Exercise details: Read each of the lines below and tally those with "Crossing"; the tally is the whole answer.

---------- Stored data

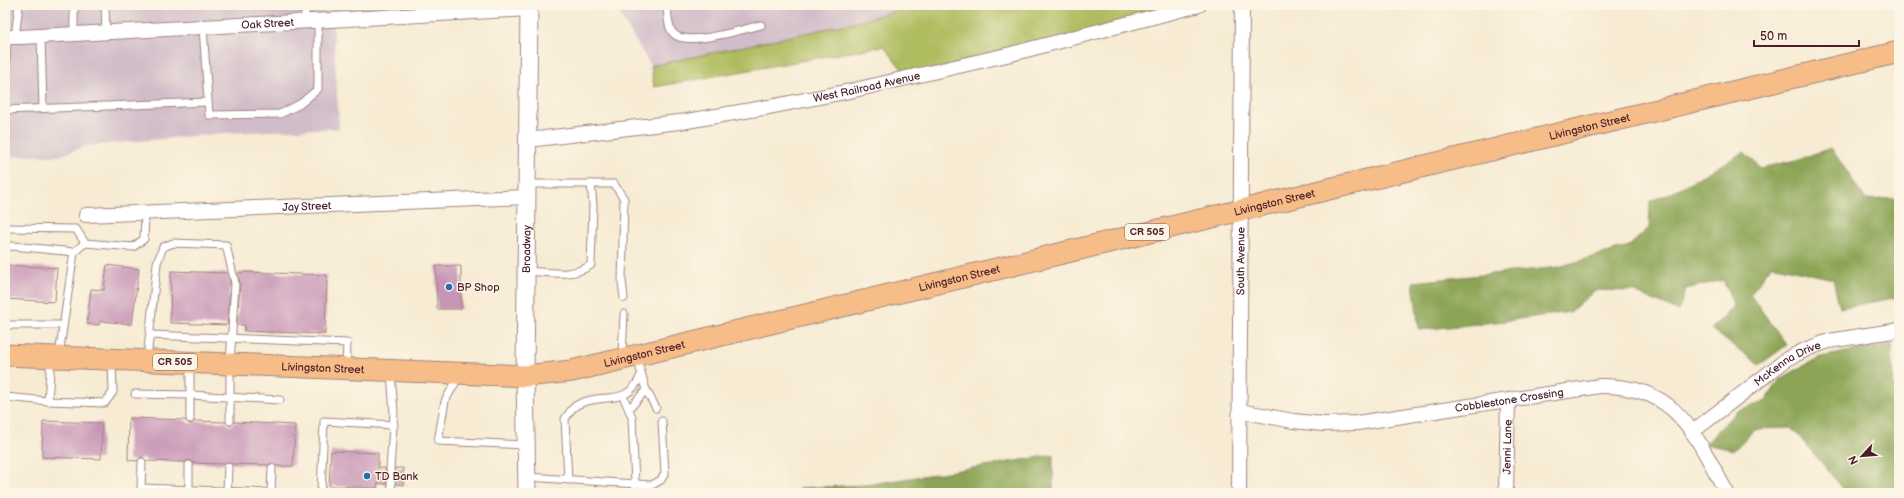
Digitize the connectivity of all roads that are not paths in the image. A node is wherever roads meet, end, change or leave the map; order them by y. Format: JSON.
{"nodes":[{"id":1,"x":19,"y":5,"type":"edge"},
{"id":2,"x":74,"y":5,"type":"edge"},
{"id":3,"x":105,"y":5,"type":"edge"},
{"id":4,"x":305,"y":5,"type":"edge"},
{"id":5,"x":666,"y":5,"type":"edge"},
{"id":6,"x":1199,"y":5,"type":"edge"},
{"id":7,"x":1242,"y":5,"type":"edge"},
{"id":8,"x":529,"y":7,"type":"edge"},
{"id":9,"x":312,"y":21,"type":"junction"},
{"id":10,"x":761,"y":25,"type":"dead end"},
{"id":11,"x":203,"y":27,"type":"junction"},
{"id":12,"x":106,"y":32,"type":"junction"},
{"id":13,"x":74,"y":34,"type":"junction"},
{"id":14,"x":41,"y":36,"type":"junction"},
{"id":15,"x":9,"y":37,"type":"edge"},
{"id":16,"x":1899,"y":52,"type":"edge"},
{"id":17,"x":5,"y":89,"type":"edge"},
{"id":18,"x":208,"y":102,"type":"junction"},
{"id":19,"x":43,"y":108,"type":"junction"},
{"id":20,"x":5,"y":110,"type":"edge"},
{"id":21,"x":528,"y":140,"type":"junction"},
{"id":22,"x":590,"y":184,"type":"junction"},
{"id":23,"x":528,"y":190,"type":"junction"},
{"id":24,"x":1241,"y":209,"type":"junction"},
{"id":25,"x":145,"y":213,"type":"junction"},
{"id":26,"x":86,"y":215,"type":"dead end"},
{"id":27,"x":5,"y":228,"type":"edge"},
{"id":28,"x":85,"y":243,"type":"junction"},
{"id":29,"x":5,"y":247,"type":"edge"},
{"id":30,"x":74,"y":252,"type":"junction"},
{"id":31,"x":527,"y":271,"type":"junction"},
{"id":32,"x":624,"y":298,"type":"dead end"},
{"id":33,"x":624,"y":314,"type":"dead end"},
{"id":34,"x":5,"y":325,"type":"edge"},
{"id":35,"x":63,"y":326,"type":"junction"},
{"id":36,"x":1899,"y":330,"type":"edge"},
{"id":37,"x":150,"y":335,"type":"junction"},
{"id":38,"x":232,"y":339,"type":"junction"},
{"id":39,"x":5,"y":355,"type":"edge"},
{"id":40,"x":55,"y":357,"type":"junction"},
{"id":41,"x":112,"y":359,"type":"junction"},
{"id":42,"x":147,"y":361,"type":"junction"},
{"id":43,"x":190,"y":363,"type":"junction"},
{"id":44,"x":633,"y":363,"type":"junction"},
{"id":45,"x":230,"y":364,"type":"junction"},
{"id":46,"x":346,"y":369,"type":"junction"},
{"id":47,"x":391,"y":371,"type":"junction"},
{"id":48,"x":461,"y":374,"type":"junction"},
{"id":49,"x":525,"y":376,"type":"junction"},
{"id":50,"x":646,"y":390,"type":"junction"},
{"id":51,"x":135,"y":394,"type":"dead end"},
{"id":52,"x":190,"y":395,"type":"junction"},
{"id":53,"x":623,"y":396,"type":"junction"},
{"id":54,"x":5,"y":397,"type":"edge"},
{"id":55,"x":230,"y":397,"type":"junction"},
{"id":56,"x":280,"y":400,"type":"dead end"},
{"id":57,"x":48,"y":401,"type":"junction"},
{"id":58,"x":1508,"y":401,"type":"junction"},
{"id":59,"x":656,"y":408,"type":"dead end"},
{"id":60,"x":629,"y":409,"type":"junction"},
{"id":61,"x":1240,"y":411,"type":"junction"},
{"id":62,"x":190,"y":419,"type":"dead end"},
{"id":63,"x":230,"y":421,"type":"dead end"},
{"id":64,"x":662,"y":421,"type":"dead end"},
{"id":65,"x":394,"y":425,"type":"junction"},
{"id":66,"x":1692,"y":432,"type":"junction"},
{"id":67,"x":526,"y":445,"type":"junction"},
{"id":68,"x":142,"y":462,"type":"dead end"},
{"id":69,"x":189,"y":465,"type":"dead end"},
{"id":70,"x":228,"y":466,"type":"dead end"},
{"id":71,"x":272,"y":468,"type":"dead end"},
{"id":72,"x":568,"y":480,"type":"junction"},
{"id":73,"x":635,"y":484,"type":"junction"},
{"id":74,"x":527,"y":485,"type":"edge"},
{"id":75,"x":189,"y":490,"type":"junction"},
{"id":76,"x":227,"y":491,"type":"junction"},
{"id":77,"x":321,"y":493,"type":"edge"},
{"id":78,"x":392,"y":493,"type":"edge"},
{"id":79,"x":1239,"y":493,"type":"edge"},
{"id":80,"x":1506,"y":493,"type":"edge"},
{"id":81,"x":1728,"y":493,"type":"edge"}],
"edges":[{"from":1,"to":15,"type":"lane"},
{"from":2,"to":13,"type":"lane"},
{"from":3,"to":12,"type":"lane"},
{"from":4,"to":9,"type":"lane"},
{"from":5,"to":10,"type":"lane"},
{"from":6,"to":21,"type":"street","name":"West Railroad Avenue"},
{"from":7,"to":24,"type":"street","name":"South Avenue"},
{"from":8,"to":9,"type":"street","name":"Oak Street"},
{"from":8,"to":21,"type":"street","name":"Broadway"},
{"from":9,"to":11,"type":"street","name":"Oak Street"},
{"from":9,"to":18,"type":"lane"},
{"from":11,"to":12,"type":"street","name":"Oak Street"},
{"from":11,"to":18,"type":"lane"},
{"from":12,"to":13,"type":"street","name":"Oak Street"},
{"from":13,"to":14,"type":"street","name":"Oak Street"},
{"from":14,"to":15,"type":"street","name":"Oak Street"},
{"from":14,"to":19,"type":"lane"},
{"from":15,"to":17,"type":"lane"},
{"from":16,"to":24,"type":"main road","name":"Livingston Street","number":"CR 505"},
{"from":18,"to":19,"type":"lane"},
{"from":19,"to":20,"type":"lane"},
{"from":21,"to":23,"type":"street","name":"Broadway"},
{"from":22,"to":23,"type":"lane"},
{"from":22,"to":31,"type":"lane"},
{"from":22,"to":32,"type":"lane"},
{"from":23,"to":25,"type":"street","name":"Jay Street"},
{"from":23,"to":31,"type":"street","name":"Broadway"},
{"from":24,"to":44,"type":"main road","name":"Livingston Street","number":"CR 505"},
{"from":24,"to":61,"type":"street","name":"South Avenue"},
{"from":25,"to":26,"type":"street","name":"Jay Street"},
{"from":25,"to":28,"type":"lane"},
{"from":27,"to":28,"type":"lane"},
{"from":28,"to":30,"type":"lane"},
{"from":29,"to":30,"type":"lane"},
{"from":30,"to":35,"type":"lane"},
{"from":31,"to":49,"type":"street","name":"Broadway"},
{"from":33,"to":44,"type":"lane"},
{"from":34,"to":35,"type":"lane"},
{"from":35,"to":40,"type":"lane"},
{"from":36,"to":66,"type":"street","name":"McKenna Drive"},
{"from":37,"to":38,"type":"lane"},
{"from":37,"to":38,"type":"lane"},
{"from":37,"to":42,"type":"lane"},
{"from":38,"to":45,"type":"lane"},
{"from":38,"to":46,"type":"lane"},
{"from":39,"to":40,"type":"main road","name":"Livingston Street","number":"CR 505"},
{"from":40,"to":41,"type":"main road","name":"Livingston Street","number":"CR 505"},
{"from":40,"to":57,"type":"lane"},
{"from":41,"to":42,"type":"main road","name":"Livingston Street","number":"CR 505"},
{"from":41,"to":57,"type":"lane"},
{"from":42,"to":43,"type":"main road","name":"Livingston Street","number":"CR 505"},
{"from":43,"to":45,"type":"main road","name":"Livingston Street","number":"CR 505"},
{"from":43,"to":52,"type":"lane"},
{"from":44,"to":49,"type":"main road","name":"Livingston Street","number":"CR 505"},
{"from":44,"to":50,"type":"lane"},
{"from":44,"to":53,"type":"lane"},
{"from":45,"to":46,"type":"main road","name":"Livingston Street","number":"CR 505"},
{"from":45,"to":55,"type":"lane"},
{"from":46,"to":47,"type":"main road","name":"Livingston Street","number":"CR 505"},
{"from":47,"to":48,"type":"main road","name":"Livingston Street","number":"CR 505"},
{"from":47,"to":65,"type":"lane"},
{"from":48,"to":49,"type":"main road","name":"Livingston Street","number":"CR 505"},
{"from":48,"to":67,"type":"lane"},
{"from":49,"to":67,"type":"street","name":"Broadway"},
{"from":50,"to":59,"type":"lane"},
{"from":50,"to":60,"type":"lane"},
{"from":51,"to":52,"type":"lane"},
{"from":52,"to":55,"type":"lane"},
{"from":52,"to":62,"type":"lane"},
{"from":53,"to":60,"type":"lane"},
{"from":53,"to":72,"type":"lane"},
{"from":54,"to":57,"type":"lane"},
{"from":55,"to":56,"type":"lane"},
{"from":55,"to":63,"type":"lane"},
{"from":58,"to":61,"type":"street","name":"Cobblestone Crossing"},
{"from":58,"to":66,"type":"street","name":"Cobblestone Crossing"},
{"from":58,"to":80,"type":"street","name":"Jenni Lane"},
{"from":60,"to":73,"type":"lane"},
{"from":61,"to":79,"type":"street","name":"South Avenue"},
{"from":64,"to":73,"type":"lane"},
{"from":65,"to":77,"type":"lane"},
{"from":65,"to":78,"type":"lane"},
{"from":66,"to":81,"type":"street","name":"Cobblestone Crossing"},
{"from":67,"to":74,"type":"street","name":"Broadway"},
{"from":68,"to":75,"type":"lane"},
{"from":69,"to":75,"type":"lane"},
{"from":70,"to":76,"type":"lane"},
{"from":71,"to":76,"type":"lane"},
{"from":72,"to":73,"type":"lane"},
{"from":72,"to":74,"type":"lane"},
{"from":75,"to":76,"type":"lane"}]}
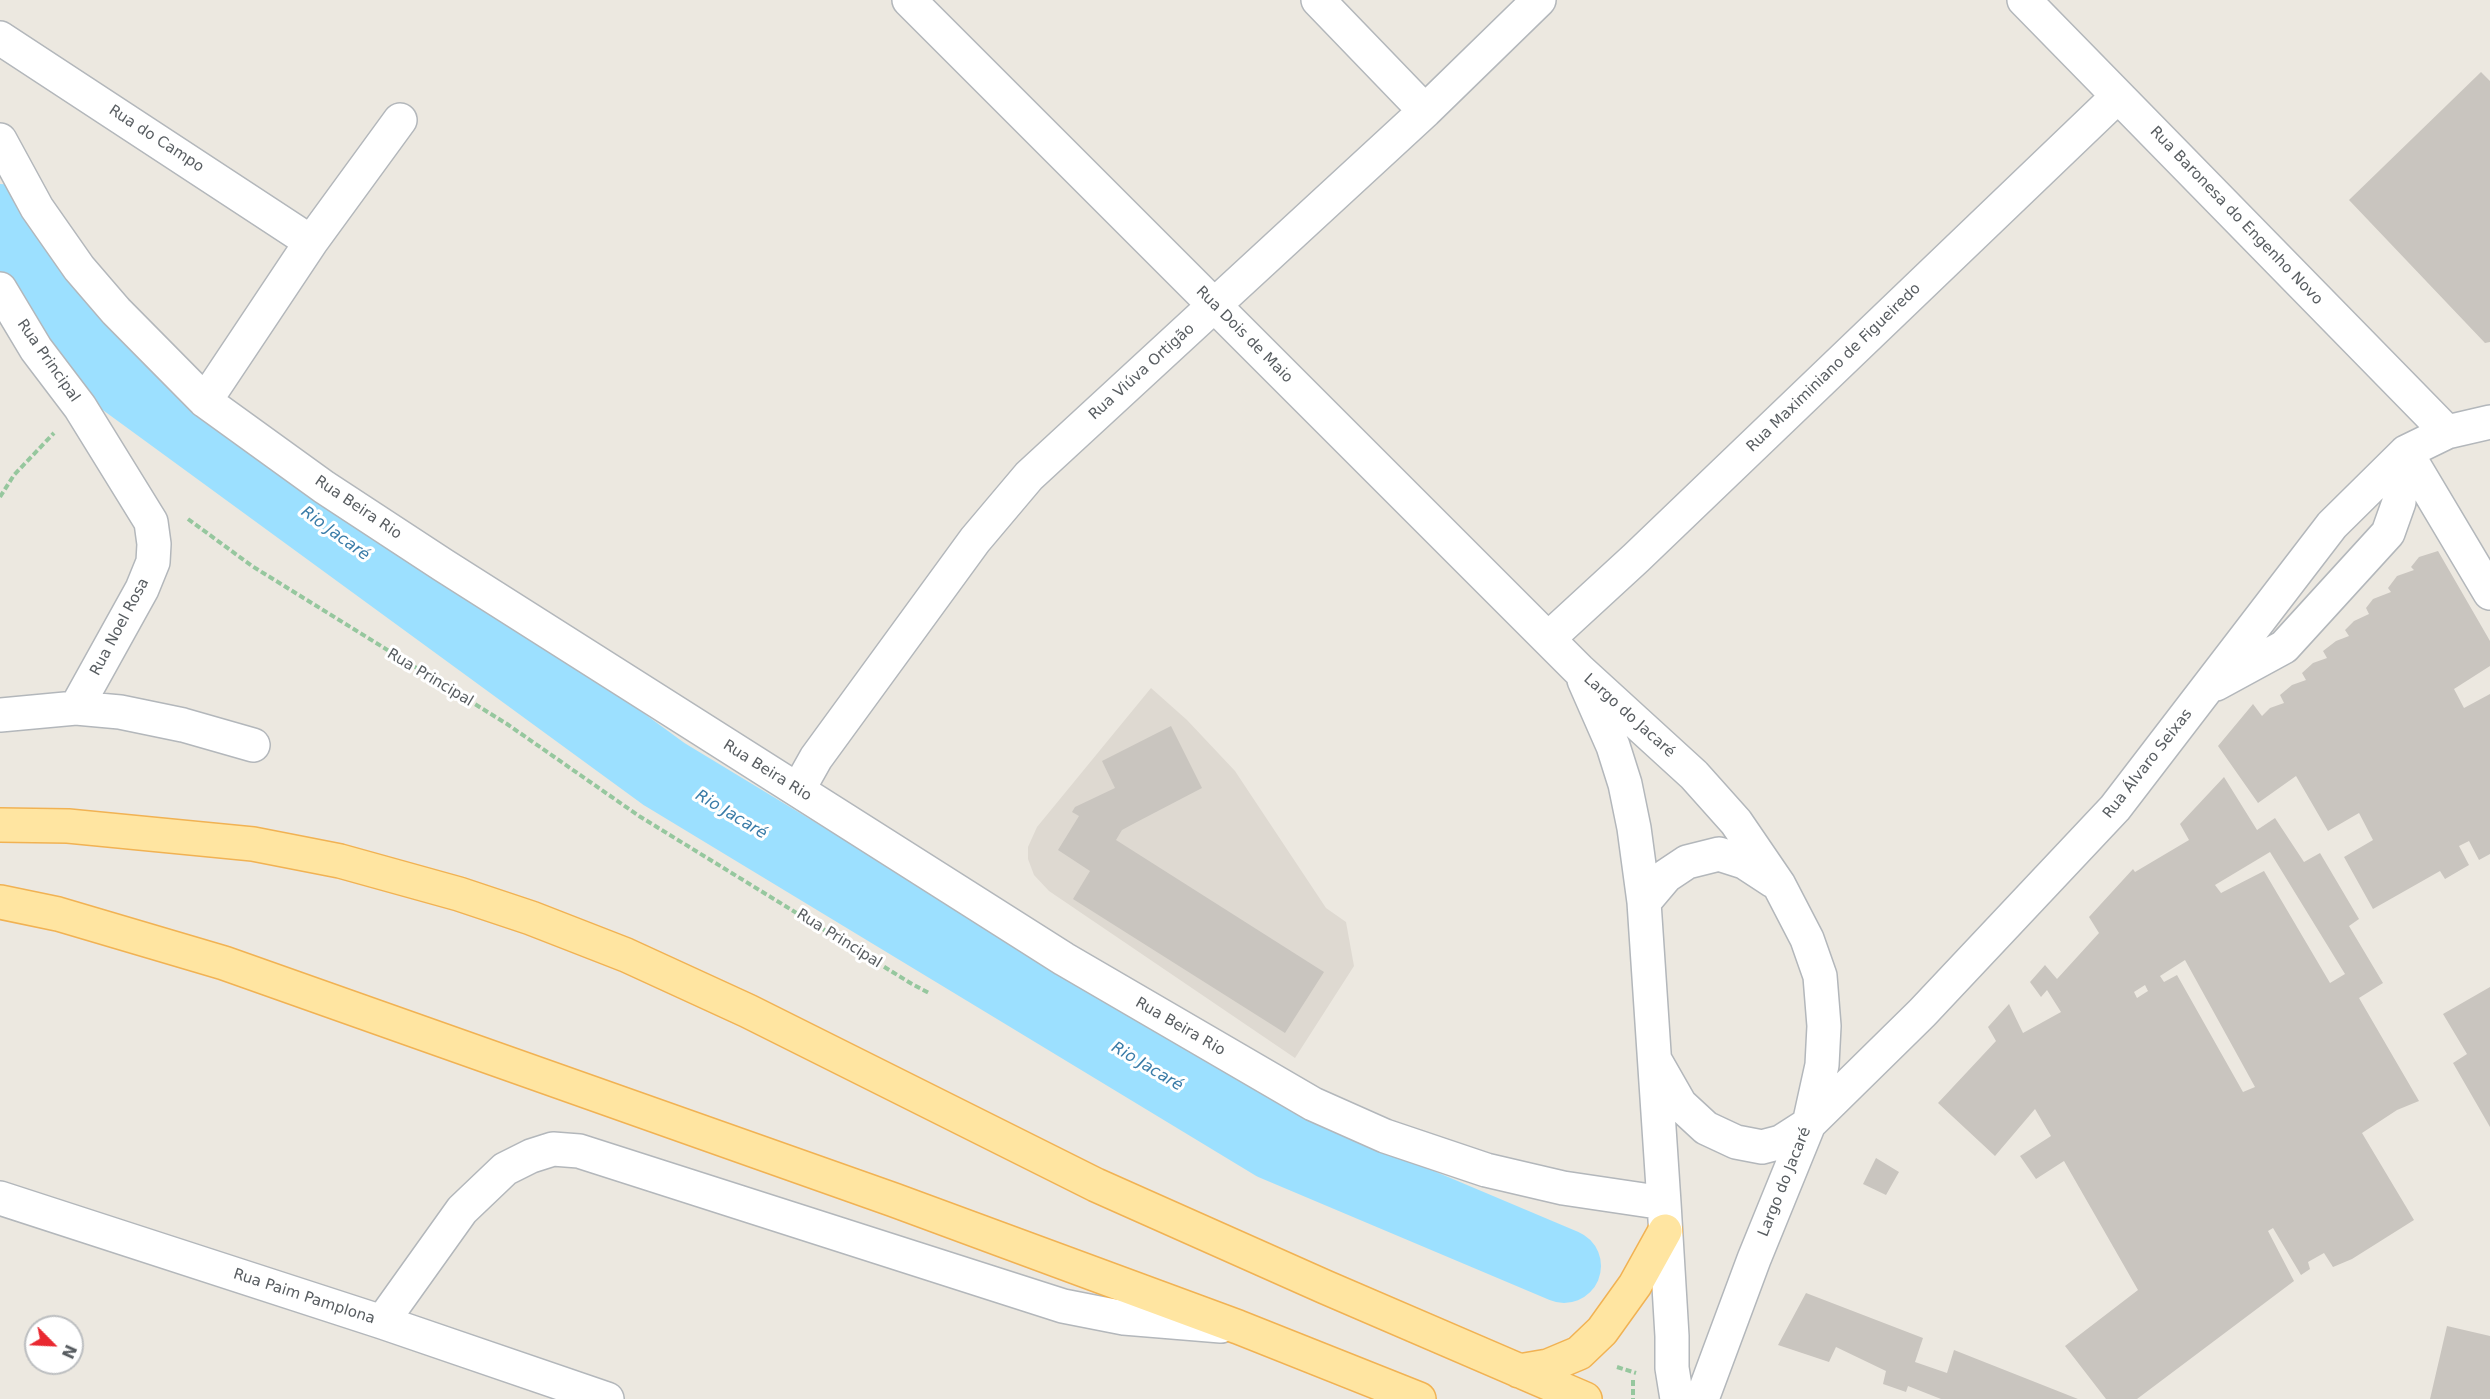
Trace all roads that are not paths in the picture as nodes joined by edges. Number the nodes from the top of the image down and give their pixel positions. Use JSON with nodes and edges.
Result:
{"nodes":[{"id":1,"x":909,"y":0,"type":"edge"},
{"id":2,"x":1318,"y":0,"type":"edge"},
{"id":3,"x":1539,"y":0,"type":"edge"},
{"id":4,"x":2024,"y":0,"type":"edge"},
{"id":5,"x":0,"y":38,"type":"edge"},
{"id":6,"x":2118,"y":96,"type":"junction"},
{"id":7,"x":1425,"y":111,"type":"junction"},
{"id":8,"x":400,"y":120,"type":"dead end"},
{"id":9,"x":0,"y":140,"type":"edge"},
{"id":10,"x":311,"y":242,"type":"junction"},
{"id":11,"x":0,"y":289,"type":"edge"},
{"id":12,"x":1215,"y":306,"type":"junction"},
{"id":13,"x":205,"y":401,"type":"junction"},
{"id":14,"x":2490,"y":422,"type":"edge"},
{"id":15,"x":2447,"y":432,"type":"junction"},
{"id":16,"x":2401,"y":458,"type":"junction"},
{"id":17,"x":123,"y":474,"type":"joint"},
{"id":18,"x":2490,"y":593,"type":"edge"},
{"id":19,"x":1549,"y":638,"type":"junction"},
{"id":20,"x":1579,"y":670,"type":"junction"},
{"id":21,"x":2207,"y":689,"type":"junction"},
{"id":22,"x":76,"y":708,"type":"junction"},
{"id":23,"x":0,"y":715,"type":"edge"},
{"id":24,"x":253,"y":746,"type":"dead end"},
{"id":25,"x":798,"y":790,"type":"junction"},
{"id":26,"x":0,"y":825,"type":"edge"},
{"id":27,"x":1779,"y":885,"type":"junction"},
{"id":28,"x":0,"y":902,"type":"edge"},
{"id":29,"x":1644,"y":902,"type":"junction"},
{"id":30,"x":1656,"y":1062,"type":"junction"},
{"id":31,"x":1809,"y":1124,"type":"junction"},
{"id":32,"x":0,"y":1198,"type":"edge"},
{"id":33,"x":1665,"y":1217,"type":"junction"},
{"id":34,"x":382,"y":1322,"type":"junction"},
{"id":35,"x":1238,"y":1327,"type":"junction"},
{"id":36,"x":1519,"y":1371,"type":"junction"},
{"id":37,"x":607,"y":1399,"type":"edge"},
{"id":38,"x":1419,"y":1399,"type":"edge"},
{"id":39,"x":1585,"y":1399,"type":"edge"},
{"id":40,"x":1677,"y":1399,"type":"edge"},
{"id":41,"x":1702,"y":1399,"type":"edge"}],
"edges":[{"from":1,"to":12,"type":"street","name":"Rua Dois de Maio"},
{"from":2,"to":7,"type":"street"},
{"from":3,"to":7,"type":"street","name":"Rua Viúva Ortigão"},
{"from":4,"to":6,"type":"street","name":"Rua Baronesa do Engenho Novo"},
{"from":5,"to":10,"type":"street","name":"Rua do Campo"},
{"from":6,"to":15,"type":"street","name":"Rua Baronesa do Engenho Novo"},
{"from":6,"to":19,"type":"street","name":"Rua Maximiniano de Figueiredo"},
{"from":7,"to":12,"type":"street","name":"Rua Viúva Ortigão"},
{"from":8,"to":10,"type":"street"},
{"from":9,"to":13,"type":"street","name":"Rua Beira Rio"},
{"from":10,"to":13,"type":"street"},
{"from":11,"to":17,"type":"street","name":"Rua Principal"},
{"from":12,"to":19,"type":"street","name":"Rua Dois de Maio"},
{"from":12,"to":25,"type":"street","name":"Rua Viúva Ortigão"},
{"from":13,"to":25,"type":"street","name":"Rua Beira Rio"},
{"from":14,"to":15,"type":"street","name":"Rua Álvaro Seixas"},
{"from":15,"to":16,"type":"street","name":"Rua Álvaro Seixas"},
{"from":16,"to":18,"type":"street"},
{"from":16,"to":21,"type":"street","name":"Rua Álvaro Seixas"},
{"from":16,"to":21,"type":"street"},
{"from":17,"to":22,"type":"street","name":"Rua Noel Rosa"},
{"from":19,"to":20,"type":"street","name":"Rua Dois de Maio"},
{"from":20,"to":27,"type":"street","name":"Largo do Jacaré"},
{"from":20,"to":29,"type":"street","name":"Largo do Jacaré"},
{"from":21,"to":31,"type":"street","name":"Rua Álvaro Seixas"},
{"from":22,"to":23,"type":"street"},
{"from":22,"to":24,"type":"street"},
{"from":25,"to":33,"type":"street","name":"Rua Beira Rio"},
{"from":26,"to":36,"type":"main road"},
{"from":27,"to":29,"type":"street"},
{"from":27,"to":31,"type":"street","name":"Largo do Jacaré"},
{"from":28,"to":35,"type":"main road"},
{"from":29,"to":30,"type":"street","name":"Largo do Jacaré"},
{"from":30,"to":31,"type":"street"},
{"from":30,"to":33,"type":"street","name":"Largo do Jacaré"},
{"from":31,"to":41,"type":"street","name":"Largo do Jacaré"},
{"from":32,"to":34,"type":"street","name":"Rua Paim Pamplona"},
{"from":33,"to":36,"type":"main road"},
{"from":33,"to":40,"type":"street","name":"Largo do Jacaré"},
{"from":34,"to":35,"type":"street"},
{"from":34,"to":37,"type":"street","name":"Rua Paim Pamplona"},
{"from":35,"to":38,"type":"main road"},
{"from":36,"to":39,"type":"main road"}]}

--------------------

Solution for this exercise: 3